**Records provided**
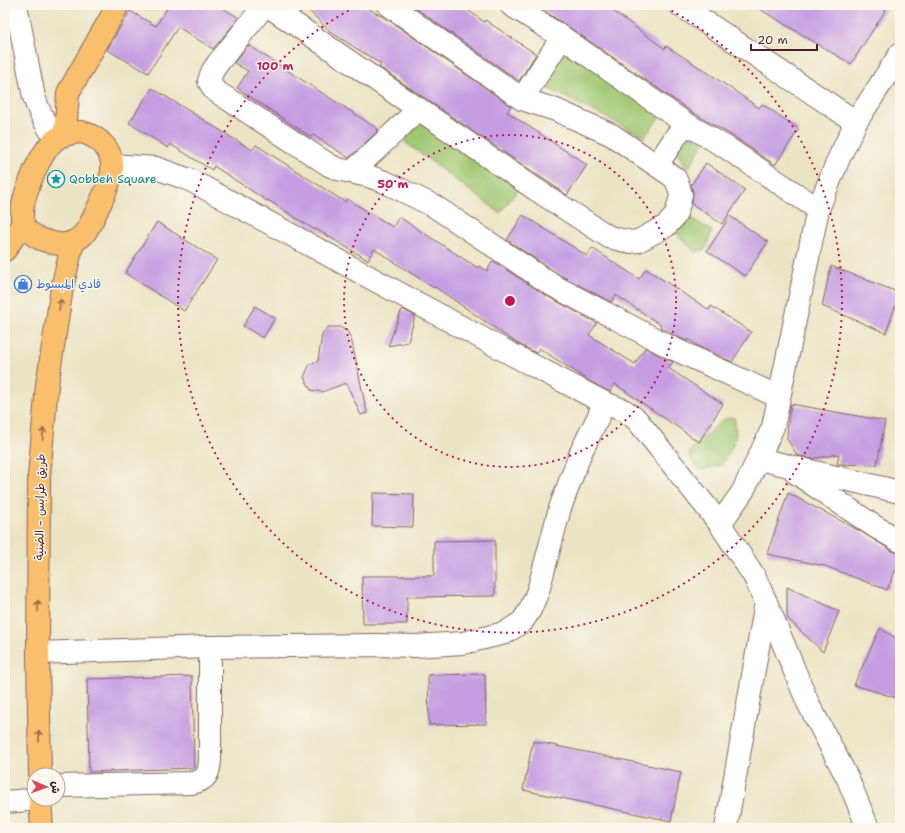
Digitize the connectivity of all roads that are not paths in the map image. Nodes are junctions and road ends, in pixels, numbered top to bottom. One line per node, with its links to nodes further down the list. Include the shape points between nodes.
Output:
1 (16, 5): 13 (street, via 36,104 44,123)
2 (118, 5): 13 (main road, via 68,93)
3 (266, 5): 10 (street); 16 (street, via 212,72 210,81 214,90 329,165)
4 (389, 5): 9 (street)
5 (511, 5): 7 (street)
6 (680, 5): 11 (street)
7 (562, 37): 9 (street); 12 (street)
8 (900, 54): 11 (street)
9 (522, 99): 15 (street, via 556,110 612,135)
10 (418, 109): 15 (street, via 609,237 638,241 666,226 675,216 681,195 679,187 675,178); 16 (street)
11 (856, 122): 17 (street)
12 (685, 123): 15 (street); 17 (street)
13 (60, 137): 14 (main road, via 81,132 89,134 104,146); 18 (main road, via 48,147 33,174 26,193 22,213)
14 (112, 165): 19 (main road, via 112,172 94,217 83,235); 22 (street, via 156,168 190,180)
15 (657, 165)
16 (352, 172): 21 (street, via 385,182 434,206 552,285 672,348)
17 (818, 208): 21 (street)
18 (23, 224): 19 (main road, via 37,238 64,244); 20 (main road)
19 (73, 242): 30 (main road, طريق طرابس - الضنية, one-way to 19, via 39,477 48,385 62,288)
20 (5, 250)
21 (779, 397): 23 (street, via 773,427)
22 (605, 403): 26 (street, via 637,420); 29 (street, via 581,452 563,501 538,591 530,610 522,622 505,633 463,643 415,646)
23 (759, 460): 24 (street); 26 (street, via 743,491)
24 (784, 465): 25 (street); 27 (street)
25 (900, 492)
26 (720, 524): 28 (street, via 754,576)
27 (900, 541)
28 (766, 602): 37 (street); 38 (street, via 808,703 848,779)
29 (210, 647): 30 (street); 32 (street, via 210,760 209,771 205,777 199,782 192,783)
30 (38, 653): 31 (main road, طريق طرابس - الضنية, one-way to 30)
31 (40, 767)
32 (66, 786)
33 (26, 800): 34 (street)
34 (5, 802)
35 (41, 807): 36 (main road)
36 (42, 828)
37 (726, 828)
38 (868, 828)

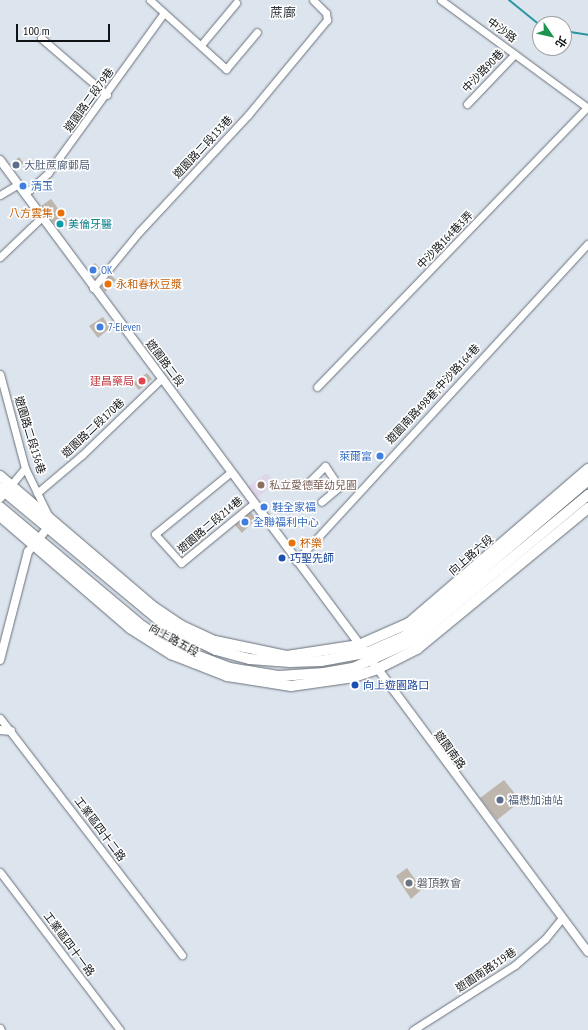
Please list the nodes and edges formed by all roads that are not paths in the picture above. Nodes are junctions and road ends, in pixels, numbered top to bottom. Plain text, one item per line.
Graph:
1 (150, 0) edge
2 (313, 0) edge
3 (441, 0) edge
4 (236, 3) dead end
5 (163, 14) junction
6 (258, 32) dead end
7 (41, 38) dead end
8 (201, 45) junction
9 (515, 54) junction
10 (107, 96) junction
11 (467, 104) dead end
12 (588, 108) edge
13 (0, 160) edge
14 (18, 184) junction
15 (26, 193) junction
16 (0, 195) edge
17 (43, 216) junction
18 (588, 244) edge
19 (0, 257) edge
20 (93, 288) junction
21 (0, 374) edge
22 (162, 378) junction
23 (317, 387) dead end
24 (25, 468) junction
25 (588, 469) edge
26 (231, 472) junction
27 (0, 476) edge
28 (588, 480) edge
29 (306, 485) dead end
30 (4, 491) edge
31 (37, 493) junction
32 (588, 495) edge
33 (322, 502) dead end
34 (254, 503) junction
35 (0, 507) edge
36 (588, 508) edge
37 (0, 516) edge
38 (50, 525) junction
39 (35, 542) junction
40 (296, 561) junction
41 (359, 645) junction
42 (0, 660) edge
43 (371, 661) junction
44 (0, 718) edge
45 (0, 730) edge
46 (11, 731) junction
47 (0, 872) edge
48 (562, 918) junction
49 (588, 952) edge
50 (182, 955) dead end
51 (120, 1030) edge
52 (413, 1030) edge

1 - 5 street
2 - 20 street, 遊園路二段133巷
3 - 9 street, 中沙路
4 - 8 street
5 - 8 street
5 - 10 street, 遊園路二段79巷
6 - 8 street
7 - 10 street
9 - 11 street, 中沙路90巷
9 - 12 street, 中沙路
10 - 15 street, 遊園路二段79巷
12 - 23 street, 中沙路164巷3弄
13 - 14 street, 遊園路二段
14 - 15 street, 遊園路二段
14 - 16 street
15 - 17 street, 遊園路二段
17 - 19 street
17 - 20 street, 遊園路二段
18 - 40 street, 遊園南路498巷;中沙路164巷
20 - 22 street, 遊園路二段
21 - 24 street, 遊園路二段136巷
22 - 26 street, 遊園路二段
22 - 31 street, 遊園路二段170巷
24 - 30 street
24 - 31 street, 遊園路二段136巷
25 - 41 main road, 向上路六段
26 - 34 street, 遊園路二段
26 - 34 street, 遊園路二段214巷
27 - 30 main road, 向上路五段
28 - 43 main road, 向上路六段
29 - 33 street
30 - 38 main road, 向上路五段
31 - 38 street, 遊園路二段136巷
32 - 43 main road
34 - 40 street, 遊園路二段
35 - 39 main road, 向上路五段
36 - 43 main road
37 - 39 main road, 向上路五段
38 - 39 street
38 - 41 main road, 向上路五段
38 - 43 main road, 向上路五段
39 - 42 street
39 - 43 main road, 向上路五段
40 - 41 street, 遊園南路
41 - 43 street, 遊園南路
43 - 48 street, 遊園南路
44 - 46 street, 工業區四十二路
45 - 46 street
46 - 50 street, 工業區四十二路
47 - 51 street, 工業區四十一路
48 - 49 street, 遊園南路
48 - 52 street, 遊園南路319巷

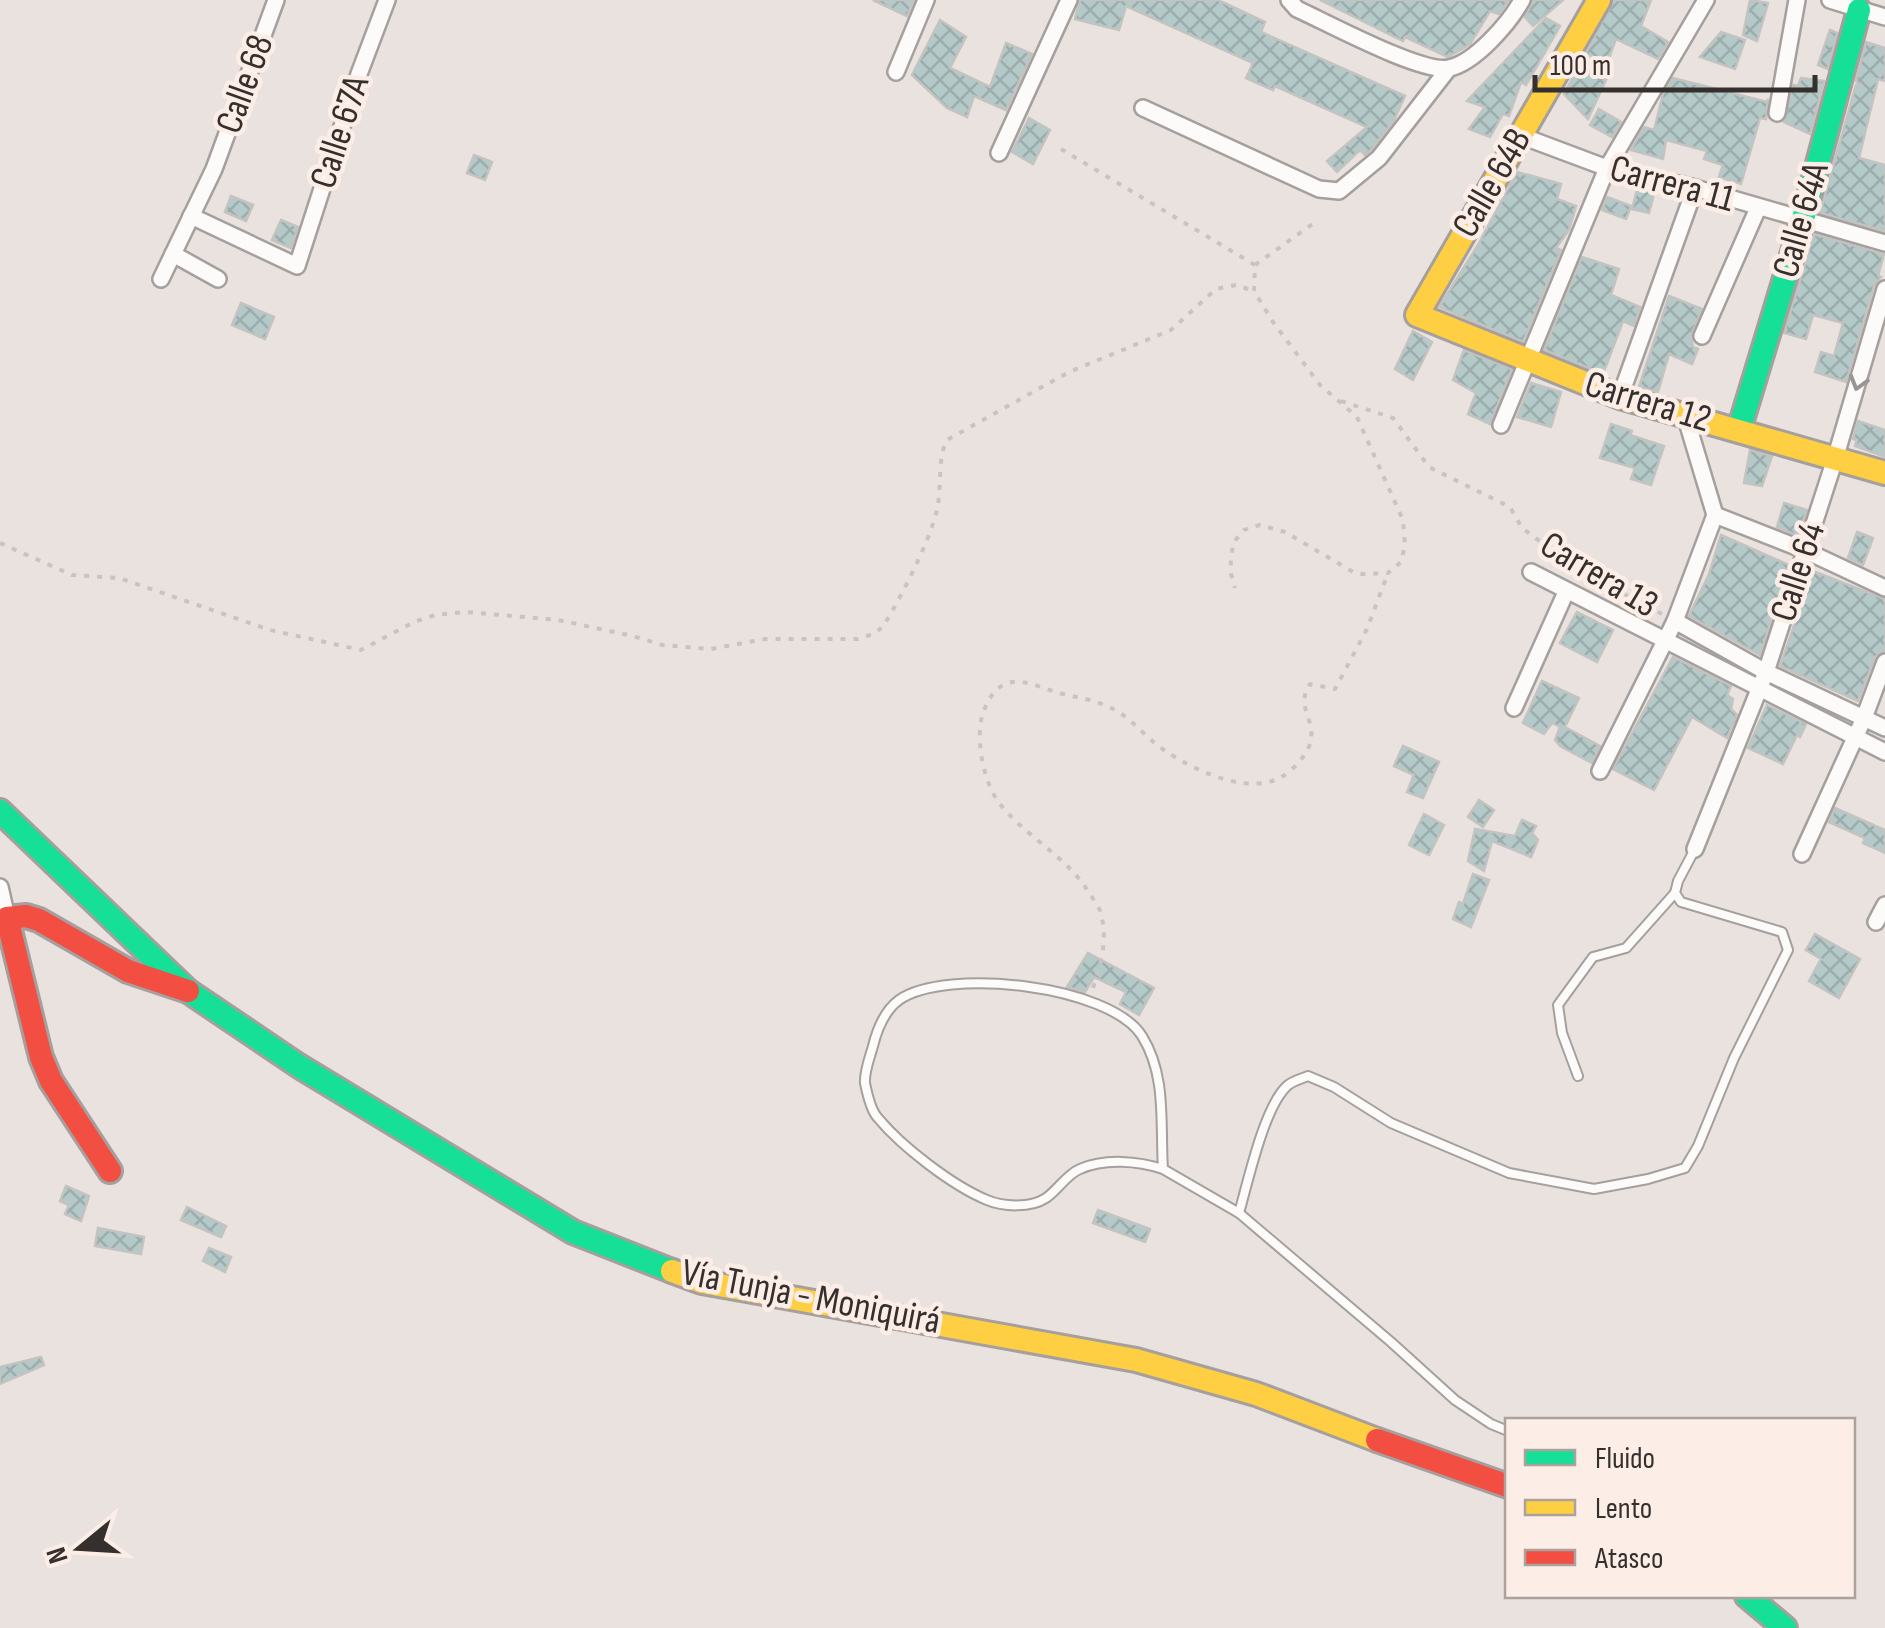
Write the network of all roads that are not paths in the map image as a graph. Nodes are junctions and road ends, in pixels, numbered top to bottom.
1 (276, 0) edge
2 (387, 0) edge
3 (926, 0) edge
4 (1069, 0) edge
5 (1290, 0) edge
6 (1522, 0) edge
7 (1599, 0) edge
8 (1706, 0) edge
9 (1797, 0) edge
10 (1830, 0) edge
11 (1859, 10) junction
12 (1885, 18) edge
13 (1449, 68) junction
14 (896, 72) dead end
15 (1143, 108) dead end
16 (1777, 113) dead end
17 (1519, 135) junction
18 (999, 153) dead end
19 (1607, 168) junction
20 (1694, 188) junction
21 (1758, 208) junction
22 (191, 216) junction
23 (1803, 218) junction
24 (1885, 243) edge
25 (173, 254) junction
26 (161, 278) dead end
27 (218, 279) dead end
28 (1885, 290) edge
29 (1417, 315) joint
30 (1702, 336) dead end
31 (1529, 361) junction
32 (1620, 397) junction
33 (1685, 415) junction
34 (1500, 425) dead end
35 (1738, 430) junction
36 (1836, 459) junction
37 (1885, 473) edge
38 (1715, 515) junction
39 (1804, 550) junction
40 (1531, 572) dead end
41 (1885, 588) edge
42 (1566, 592) junction
43 (1676, 621) junction
44 (1666, 638) junction
45 (1885, 662) edge
46 (1763, 680) junction
47 (1514, 708) dead end
48 (1864, 718) junction
49 (1885, 728) edge
50 (1855, 736) junction
51 (1885, 752) edge
52 (1600, 771) dead end
53 (0, 811) edge
54 (1694, 849) joint
55 (1802, 854) dead end
56 (0, 886) edge
57 (1675, 894) junction
58 (1885, 905) edge
59 (7, 918) junction
60 (1876, 922) dead end
61 (188, 992) junction
62 (1578, 1076) dead end
63 (1162, 1169) junction
64 (110, 1171) dead end
65 (1238, 1213) junction
66 (1505, 1429) edge
67 (1505, 1485) edge
68 (1749, 1598) edge
69 (1785, 1628) edge

1 - 22 street, Calle 68
2 - 22 street, Calle 67A
3 - 14 street
4 - 18 street
5 - 13 street
6 - 13 street
7 - 17 street, Calle 64B
8 - 19 street
9 - 16 street
10 - 11 street
11 - 12 street
11 - 23 street, Calle 64A
13 - 15 street
17 - 19 street, Carrera 11
17 - 29 street, Calle 64B
19 - 20 street, Carrera 11
19 - 31 street
20 - 21 street, Carrera 11
20 - 32 street
21 - 23 street, Carrera 11
21 - 30 street
22 - 25 street, Calle 68
23 - 24 street, Carrera 11
23 - 35 street, Calle 64A
25 - 26 street, Calle 68
25 - 27 street
28 -> 36 street, Calle 64
29 - 31 street, Carrera 12
31 - 32 street, Carrera 12
31 - 34 street
32 - 33 street, Carrera 12
33 - 35 street, Carrera 12
33 - 38 street
35 - 36 street, Carrera 12
36 - 37 street, Carrera 12
36 - 39 street, Calle 64
38 - 39 street
38 - 43 street
39 - 41 street
39 - 46 street, Calle 64
40 - 42 street, Carrera 13
42 - 44 street, Carrera 13
42 - 47 street
43 - 44 street
43 - 46 street, Carrera 13
44 - 46 street, Carrera 13
44 - 52 street
45 - 48 street
46 - 48 street, Carrera 13
46 - 50 street, Carrera 13
46 - 54 street, Calle 64
48 - 49 street, Carrera 13
48 - 50 street
50 - 51 street, Carrera 13
50 - 55 street
53 - 61 street, Vía Tunja - Moniquirá
54 - 57 lane
56 - 59 street
57 - 62 lane
57 - 65 lane
58 - 60 street
59 - 61 street
59 - 64 street
61 - 67 street, Vía Tunja - Moniquirá
63 - 63 lane
63 - 65 lane
65 - 66 lane
68 - 69 street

**What to work on**
Line count for "طريق": say how many lines of the entries above include that word, and give only the number.

**Answer box**
2